- TASK OBJECTIVE
Go through the entries and copy every line that has the string "Summerfield" in it.

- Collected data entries

= = =

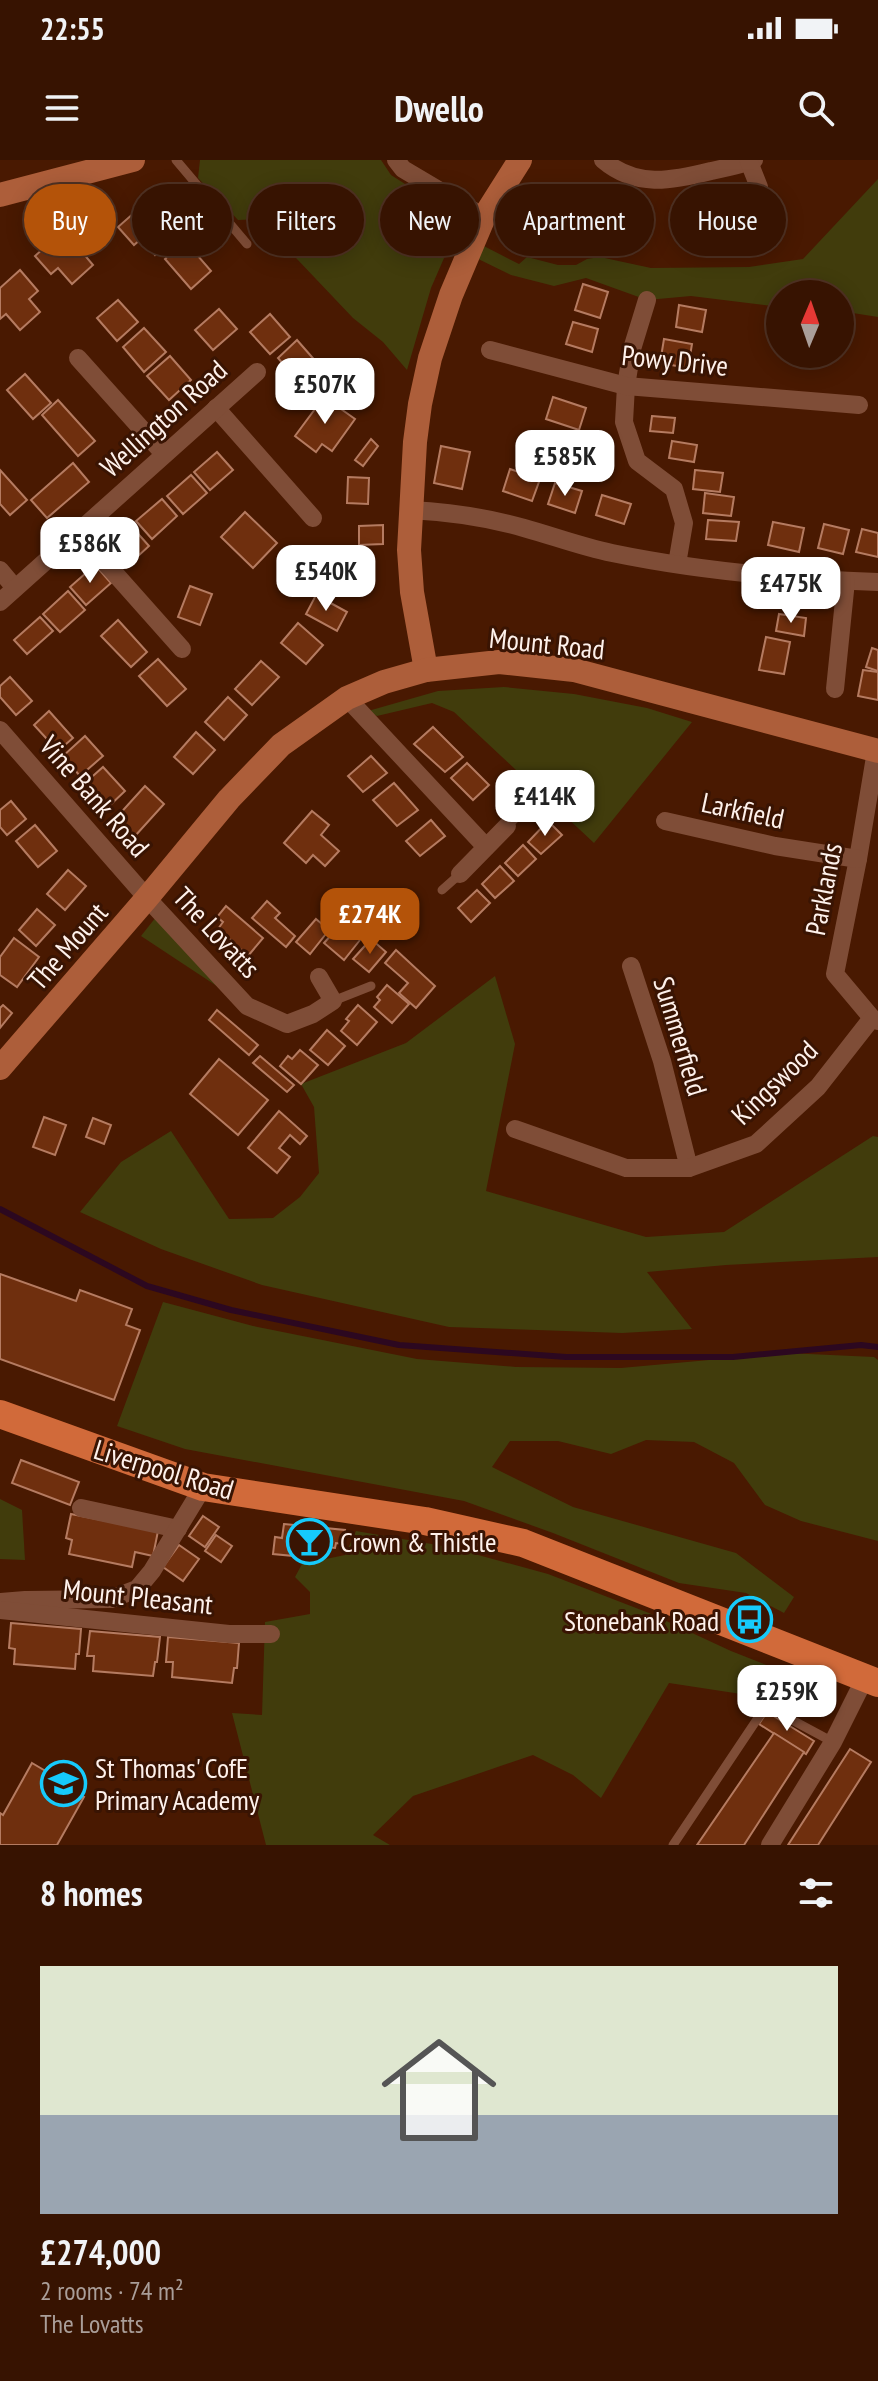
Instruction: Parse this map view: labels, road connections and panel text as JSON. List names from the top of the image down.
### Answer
{
  "streets": {
    "main road": ["Liverpool Road"],
    "street": [
      "Powy Drive",
      "Wellington Road",
      "Mount Road",
      "Vine Bank Road",
      "Larkfield",
      "Parklands",
      "The Lovatts",
      "The Mount",
      "Summerfield",
      "Kingswood",
      "Mount Pleasant"
    ]
  },
  "crossings": [
    ["Mount Road", "Vine Bank Road"],
    ["Mount Road", "Parklands"],
    ["Mount Road", "The Lovatts"],
    ["Mount Road", "The Mount"],
    ["Vine Bank Road", "The Lovatts"],
    ["Vine Bank Road", "The Mount"],
    ["Larkfield", "Parklands"],
    ["Parklands", "Kingswood"],
    ["The Lovatts", "The Mount"],
    ["Summerfield", "Kingswood"],
    ["Liverpool Road", "Mount Pleasant"]
  ],
  "places": {
    "bar": ["Crown & Thistle"],
    "bus stop": ["Stonebank Road"],
    "school or university": ["St Thomas' CofE Primary Academy"]
  },
  "north": "top",
  "page": {
    "status": "22:55",
    "header": "Dwello",
    "chip": [
      "Buy",
      "Rent",
      "Filters",
      "New",
      "Apartment",
      "House"
    ],
    "price": [
      "£507K",
      "£585K",
      "£586K",
      "£540K",
      "£475K",
      "£414K",
      "£274K",
      "£259K"
    ],
    "heading": "8 homes",
    "list": [
      {
        "name": "£274,000",
        "note": "2 rooms · 74 m² · The Lovatts"
      }
    ]
  }
}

= = =

- SOLUTION TO THIS EXERCISE
      "Summerfield",
    ["Summerfield", "Kingswood"],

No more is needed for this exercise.